▶ **Work task**: Copy out each line below exactly as it appears.

▶ **Recorded information**:
....
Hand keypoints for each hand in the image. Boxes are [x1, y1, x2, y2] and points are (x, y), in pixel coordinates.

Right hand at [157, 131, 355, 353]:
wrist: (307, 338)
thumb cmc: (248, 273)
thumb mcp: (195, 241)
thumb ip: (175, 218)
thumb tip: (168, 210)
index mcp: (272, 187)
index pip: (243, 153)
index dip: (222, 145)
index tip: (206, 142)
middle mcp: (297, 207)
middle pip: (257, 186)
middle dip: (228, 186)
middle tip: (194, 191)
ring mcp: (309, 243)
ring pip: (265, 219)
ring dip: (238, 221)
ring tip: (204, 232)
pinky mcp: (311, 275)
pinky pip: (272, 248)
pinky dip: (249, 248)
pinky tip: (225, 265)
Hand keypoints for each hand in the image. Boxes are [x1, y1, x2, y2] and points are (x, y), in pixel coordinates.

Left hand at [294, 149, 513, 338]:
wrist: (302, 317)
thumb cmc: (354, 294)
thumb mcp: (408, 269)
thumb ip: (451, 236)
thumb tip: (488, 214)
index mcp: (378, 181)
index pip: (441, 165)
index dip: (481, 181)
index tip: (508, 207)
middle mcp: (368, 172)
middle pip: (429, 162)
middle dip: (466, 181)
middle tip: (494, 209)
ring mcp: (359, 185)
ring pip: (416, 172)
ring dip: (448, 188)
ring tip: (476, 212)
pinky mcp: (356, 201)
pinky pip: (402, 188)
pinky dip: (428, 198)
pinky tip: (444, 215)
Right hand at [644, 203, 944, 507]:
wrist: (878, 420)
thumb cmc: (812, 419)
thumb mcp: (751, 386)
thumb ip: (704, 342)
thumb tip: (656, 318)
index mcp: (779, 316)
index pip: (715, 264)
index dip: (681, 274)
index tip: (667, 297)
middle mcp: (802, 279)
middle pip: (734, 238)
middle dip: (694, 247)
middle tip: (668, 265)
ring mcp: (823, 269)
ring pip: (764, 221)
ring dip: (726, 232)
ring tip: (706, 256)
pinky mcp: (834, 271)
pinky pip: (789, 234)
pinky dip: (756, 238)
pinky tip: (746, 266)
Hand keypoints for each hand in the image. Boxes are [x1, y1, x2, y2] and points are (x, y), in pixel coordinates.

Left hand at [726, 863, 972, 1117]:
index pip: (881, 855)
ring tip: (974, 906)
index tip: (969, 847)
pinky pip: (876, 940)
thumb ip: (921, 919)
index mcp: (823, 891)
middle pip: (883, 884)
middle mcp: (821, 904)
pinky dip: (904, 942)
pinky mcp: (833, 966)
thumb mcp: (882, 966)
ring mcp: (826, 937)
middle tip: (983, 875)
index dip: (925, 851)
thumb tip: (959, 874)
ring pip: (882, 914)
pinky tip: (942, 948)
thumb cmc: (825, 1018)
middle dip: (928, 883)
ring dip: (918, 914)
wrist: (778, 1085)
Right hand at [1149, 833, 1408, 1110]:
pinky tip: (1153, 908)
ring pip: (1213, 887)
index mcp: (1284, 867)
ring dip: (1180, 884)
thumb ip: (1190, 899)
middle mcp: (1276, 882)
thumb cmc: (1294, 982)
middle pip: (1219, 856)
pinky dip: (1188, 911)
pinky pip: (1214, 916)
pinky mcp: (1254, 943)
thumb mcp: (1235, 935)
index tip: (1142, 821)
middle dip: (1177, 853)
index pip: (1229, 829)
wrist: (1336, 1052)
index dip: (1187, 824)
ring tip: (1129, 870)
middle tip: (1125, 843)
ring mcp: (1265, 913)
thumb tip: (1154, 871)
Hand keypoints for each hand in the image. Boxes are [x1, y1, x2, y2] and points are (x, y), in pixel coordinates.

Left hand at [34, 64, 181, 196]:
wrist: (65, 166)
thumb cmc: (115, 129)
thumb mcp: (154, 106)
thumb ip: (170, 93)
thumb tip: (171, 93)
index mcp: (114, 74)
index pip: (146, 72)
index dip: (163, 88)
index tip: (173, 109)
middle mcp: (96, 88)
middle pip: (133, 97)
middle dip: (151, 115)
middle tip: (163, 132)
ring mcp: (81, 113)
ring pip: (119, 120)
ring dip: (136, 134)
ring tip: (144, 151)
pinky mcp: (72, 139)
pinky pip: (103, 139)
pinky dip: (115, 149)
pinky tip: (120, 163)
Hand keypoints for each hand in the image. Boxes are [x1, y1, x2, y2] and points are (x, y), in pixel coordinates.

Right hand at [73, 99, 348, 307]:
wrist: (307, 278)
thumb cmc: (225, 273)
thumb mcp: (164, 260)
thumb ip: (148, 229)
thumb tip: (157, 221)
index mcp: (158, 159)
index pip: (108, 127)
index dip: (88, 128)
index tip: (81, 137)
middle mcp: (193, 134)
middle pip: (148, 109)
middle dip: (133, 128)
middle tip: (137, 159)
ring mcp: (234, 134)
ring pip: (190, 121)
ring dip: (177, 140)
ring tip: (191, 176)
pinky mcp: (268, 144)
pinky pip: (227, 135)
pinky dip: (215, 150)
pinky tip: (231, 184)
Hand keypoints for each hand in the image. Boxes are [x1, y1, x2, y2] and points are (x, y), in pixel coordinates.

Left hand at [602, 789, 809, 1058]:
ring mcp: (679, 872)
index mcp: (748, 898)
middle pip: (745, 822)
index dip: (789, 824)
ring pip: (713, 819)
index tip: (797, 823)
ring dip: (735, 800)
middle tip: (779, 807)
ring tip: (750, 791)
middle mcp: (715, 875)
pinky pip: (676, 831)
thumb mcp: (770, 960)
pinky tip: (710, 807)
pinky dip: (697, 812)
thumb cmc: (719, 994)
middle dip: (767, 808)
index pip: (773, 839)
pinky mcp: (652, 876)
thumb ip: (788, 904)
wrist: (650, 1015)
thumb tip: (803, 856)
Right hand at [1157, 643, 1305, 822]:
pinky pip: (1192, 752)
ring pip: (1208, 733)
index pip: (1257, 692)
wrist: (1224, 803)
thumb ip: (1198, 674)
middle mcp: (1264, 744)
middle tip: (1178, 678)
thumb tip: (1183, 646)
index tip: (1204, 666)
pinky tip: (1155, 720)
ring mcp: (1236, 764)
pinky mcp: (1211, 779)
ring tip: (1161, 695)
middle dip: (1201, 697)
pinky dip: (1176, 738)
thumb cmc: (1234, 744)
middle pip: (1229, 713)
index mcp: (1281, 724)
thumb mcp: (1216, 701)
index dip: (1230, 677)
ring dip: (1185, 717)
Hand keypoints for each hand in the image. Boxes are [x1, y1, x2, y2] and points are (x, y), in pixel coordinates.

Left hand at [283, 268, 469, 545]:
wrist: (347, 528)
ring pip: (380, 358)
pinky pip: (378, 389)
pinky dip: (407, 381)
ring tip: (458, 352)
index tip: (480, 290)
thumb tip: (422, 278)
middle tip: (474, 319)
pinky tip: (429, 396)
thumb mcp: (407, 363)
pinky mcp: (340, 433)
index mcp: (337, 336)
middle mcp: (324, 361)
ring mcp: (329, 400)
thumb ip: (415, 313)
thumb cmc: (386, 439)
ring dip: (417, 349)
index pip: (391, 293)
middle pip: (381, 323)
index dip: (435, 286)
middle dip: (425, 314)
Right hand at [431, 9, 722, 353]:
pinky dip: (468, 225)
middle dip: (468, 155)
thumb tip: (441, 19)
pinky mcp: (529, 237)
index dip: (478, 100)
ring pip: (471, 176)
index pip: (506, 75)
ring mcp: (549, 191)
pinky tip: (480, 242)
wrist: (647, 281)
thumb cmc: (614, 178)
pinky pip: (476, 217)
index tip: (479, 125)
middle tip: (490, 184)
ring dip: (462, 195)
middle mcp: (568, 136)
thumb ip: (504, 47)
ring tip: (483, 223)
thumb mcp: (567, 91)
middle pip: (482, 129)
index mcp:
....
▶ **Reply**:
Hand keypoints for each hand in the image. Boxes are [x1, y1, x2, y2] and points are (x, y), in pixel coordinates.

Right hand at [157, 131, 355, 353]:
wrist: (307, 338)
thumb cmc: (248, 273)
thumb mcp: (195, 241)
thumb ip: (175, 218)
thumb tip: (168, 210)
index mcp: (272, 187)
index pip: (243, 153)
index dip: (222, 145)
index tip: (206, 142)
middle mcp: (297, 207)
middle pip: (257, 186)
middle dip: (228, 186)
middle tip: (194, 191)
ring mcp: (309, 243)
ring pip: (265, 219)
ring dip: (238, 221)
ring tip: (204, 232)
pinky mcp: (311, 275)
pinky pip: (272, 248)
pinky dip: (249, 248)
pinky tip: (225, 265)
Hand keypoints for each hand in the image. Boxes are [x1, y1, x2, y2] and points are (x, y), in pixel coordinates.

Left hand at [294, 149, 513, 338]:
wrist: (302, 317)
thumb cmc: (354, 294)
thumb mcp: (408, 269)
thumb ip: (451, 236)
thumb tip: (488, 214)
index mcp: (378, 181)
index pip: (441, 165)
index dip: (481, 181)
index tip: (508, 207)
middle mcp: (368, 172)
middle pip: (429, 162)
middle dip: (466, 181)
middle tip: (494, 209)
ring mcp: (359, 185)
ring pip: (416, 172)
ring dip: (448, 188)
ring tip: (476, 212)
pinky mcp: (356, 201)
pinky pip: (402, 188)
pinky dip: (428, 198)
pinky tip: (444, 215)
Right hand at [644, 203, 944, 507]:
wrist: (878, 420)
thumb cmc: (812, 419)
thumb mcp: (751, 386)
thumb ip: (704, 342)
thumb tip: (656, 318)
index mcp: (779, 316)
index pip: (715, 264)
index dip: (681, 274)
index tip: (667, 297)
middle mcp: (802, 279)
middle pip: (734, 238)
middle dip: (694, 247)
middle tip: (668, 265)
ring mcp: (823, 269)
ring pip: (764, 221)
ring dip: (726, 232)
ring tip: (706, 256)
pinky mcp: (834, 271)
pinky pip: (789, 234)
pinky dip: (756, 238)
pinky tip: (746, 266)
Hand keypoints for each hand in the image. Boxes are [x1, y1, x2, y2] and points are (x, y), in pixel coordinates.

Left hand at [726, 863, 972, 1117]:
index pip: (881, 855)
ring tip: (974, 906)
index tip: (969, 847)
pinky pip: (876, 940)
thumb ip: (921, 919)
index mcp: (823, 891)
middle pip: (883, 884)
middle mcp: (821, 904)
pinky dip: (904, 942)
pinky mcp: (833, 966)
thumb mcp: (882, 966)
ring mcp: (826, 937)
middle tip: (983, 875)
index dip: (925, 851)
thumb tip: (959, 874)
ring pip: (882, 914)
pinky tip: (942, 948)
thumb cmc: (825, 1018)
middle dip: (928, 883)
ring dip: (918, 914)
wrist: (778, 1085)
Right hand at [1149, 833, 1408, 1110]:
pinky tip: (1153, 908)
ring pip: (1213, 887)
index mcp: (1284, 867)
ring dip: (1180, 884)
thumb ip: (1190, 899)
middle mcp: (1276, 882)
thumb cmc: (1294, 982)
middle pip: (1219, 856)
pinky dip: (1188, 911)
pinky pip: (1214, 916)
pinky mcp: (1254, 943)
thumb mcp: (1235, 935)
index tip: (1142, 821)
middle dip: (1177, 853)
index pip: (1229, 829)
wrist: (1336, 1052)
index dip: (1187, 824)
ring tip: (1129, 870)
middle tip: (1125, 843)
ring mcp: (1265, 913)
thumb tip: (1154, 871)
Hand keypoints for each hand in the image. Boxes are [x1, y1, x2, y2] and points are (x, y), in pixel coordinates.

Left hand at [34, 64, 181, 196]:
wrist: (65, 166)
thumb cmc: (115, 129)
thumb mcp: (154, 106)
thumb ip: (170, 93)
thumb tip: (171, 93)
index mcp: (114, 74)
index pip: (146, 72)
index dip: (163, 88)
index tip: (173, 109)
middle mcp: (96, 88)
middle pip: (133, 97)
middle dip: (151, 115)
middle tip: (163, 132)
ring mcp: (81, 113)
ring pip: (119, 120)
ring dip: (136, 134)
ring tip: (144, 151)
pinky mcp: (72, 139)
pinky pip: (103, 139)
pinky dip: (115, 149)
pinky tip: (120, 163)
Hand keypoints for each hand in the image. Boxes are [x1, y1, x2, y2] and points are (x, y), in pixel coordinates.

Right hand at [73, 99, 348, 307]:
wrist: (307, 278)
thumb cmc: (225, 273)
thumb mcp: (164, 260)
thumb ip: (148, 229)
thumb tip: (157, 221)
index mcp: (158, 159)
index pip: (108, 127)
index dip: (88, 128)
index tip: (81, 137)
middle mcp: (193, 134)
middle pip: (148, 109)
middle dip: (133, 128)
middle tip: (137, 159)
ring mcp: (234, 134)
ring pip: (190, 121)
ring dip: (177, 140)
ring tip: (191, 176)
pinky mcp: (268, 144)
pinky pip: (227, 135)
pinky dip: (215, 150)
pinky tip: (231, 184)
Hand keypoints for each hand in the image. Boxes are [x1, y1, x2, y2] and points are (x, y), in pixel coordinates.

Left hand at [602, 789, 809, 1058]:
ring mcp: (679, 872)
index mcp: (748, 898)
middle pip: (745, 822)
index dip: (789, 824)
ring pip: (713, 819)
index tip: (797, 823)
ring dip: (735, 800)
middle tip: (779, 807)
ring tip: (750, 791)
middle mcp: (715, 875)
pinky pip: (676, 831)
thumb mcp: (770, 960)
pinky tip: (710, 807)
pinky dip: (697, 812)
thumb cmc: (719, 994)
middle dip: (767, 808)
index pip: (773, 839)
pinky mcp: (652, 876)
thumb ip: (788, 904)
wrist: (650, 1015)
thumb tip: (803, 856)
Right hand at [1157, 643, 1305, 822]:
pinky pip: (1192, 752)
ring pip: (1208, 733)
index pip: (1257, 692)
wrist: (1224, 803)
thumb ip: (1198, 674)
middle mcp: (1264, 744)
middle tip: (1178, 678)
thumb tip: (1183, 646)
index tip: (1204, 666)
pinky tip: (1155, 720)
ring mcp: (1236, 764)
pinky mcp: (1211, 779)
ring tip: (1161, 695)
middle dip: (1201, 697)
pinky dip: (1176, 738)
thumb cmc: (1234, 744)
middle pip: (1229, 713)
index mcp: (1281, 724)
thumb mcp: (1216, 701)
index dip: (1230, 677)
ring dip: (1185, 717)
Hand keypoints for each hand in the image. Boxes are [x1, y1, x2, y2] and points are (x, y), in pixel coordinates.

Left hand at [283, 268, 469, 545]:
wrist: (347, 528)
ring pip: (380, 358)
pinky pip: (378, 389)
pinky dip: (407, 381)
ring tip: (458, 352)
index tip: (480, 290)
thumb tip: (422, 278)
middle tip: (474, 319)
pinky tip: (429, 396)
thumb mcp: (407, 363)
pinky mcp: (340, 433)
index mcp: (337, 336)
middle mcp: (324, 361)
ring mcp: (329, 400)
thumb ip: (415, 313)
thumb cmc: (386, 439)
ring dip: (417, 349)
index pip: (391, 293)
middle pip: (381, 323)
index dip: (435, 286)
middle dip: (425, 314)
Right hand at [431, 9, 722, 353]:
pinky dip: (468, 225)
middle dip: (468, 155)
thumb tip: (441, 19)
pinky mcp: (529, 237)
index dip: (478, 100)
ring pip: (471, 176)
index pip: (506, 75)
ring mcp: (549, 191)
pinky tip: (480, 242)
wrist: (647, 281)
thumb cmc: (614, 178)
pinky pip: (476, 217)
index tip: (479, 125)
middle tip: (490, 184)
ring dip: (462, 195)
middle mcp: (568, 136)
thumb ip: (504, 47)
ring tip: (483, 223)
thumb mcp: (567, 91)
middle pip: (482, 129)
index mcp:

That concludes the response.